_TASK DETAILS_
Transcribe the records below in full; pictures stay out of the copy.

_DATA FOR THIS TASK_
------
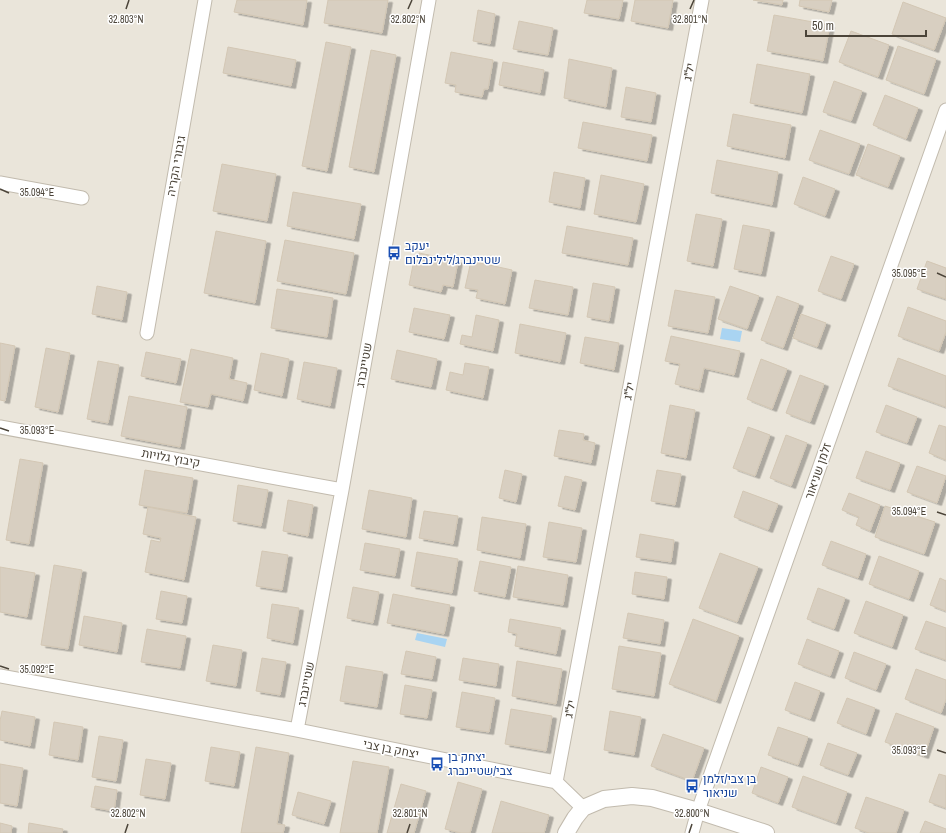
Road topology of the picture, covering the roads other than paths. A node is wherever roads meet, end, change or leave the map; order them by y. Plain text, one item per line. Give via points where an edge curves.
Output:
1 (205, 0) edge
2 (429, 0) edge
3 (702, 0) edge
4 (946, 110) edge
5 (0, 183) edge
6 (82, 198) dead end
7 (147, 333) dead end
8 (0, 427) edge
9 (342, 490) junction
10 (0, 676) edge
11 (297, 730) junction
12 (556, 782) junction
13 (583, 808) junction
14 (698, 811) junction
15 (566, 833) edge
16 (692, 833) edge
17 (766, 833) edge

1 - 7 street, גיבורי הקריה
2 - 9 street, שטיינברג
3 - 12 street, יל"ג
4 - 14 street, זלמן שניאור
5 - 6 street
8 - 9 street, קיבוץ גלויות
9 - 11 street, שטיינברג
10 - 11 street, יצחק בן צבי
11 - 12 street, יצחק בן צבי
12 - 13 street
13 - 14 street via 604,799 632,796 652,798
13 - 15 street
14 - 16 street, זלמן שניאור
14 - 17 street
------
_YOUR SOLUTION_
Road topology of the picture, covering the roads other than paths. A node is wherever roads meet, end, change or leave the map; order them by y. Plain text, one item per line. Give via points where an edge curves.
Output:
1 (205, 0) edge
2 (429, 0) edge
3 (702, 0) edge
4 (946, 110) edge
5 (0, 183) edge
6 (82, 198) dead end
7 (147, 333) dead end
8 (0, 427) edge
9 (342, 490) junction
10 (0, 676) edge
11 (297, 730) junction
12 (556, 782) junction
13 (583, 808) junction
14 (698, 811) junction
15 (566, 833) edge
16 (692, 833) edge
17 (766, 833) edge

1 - 7 street, גיבורי הקריה
2 - 9 street, שטיינברג
3 - 12 street, יל"ג
4 - 14 street, זלמן שניאור
5 - 6 street
8 - 9 street, קיבוץ גלויות
9 - 11 street, שטיינברג
10 - 11 street, יצחק בן צבי
11 - 12 street, יצחק בן צבי
12 - 13 street
13 - 14 street via 604,799 632,796 652,798
13 - 15 street
14 - 16 street, זלמן שניאור
14 - 17 street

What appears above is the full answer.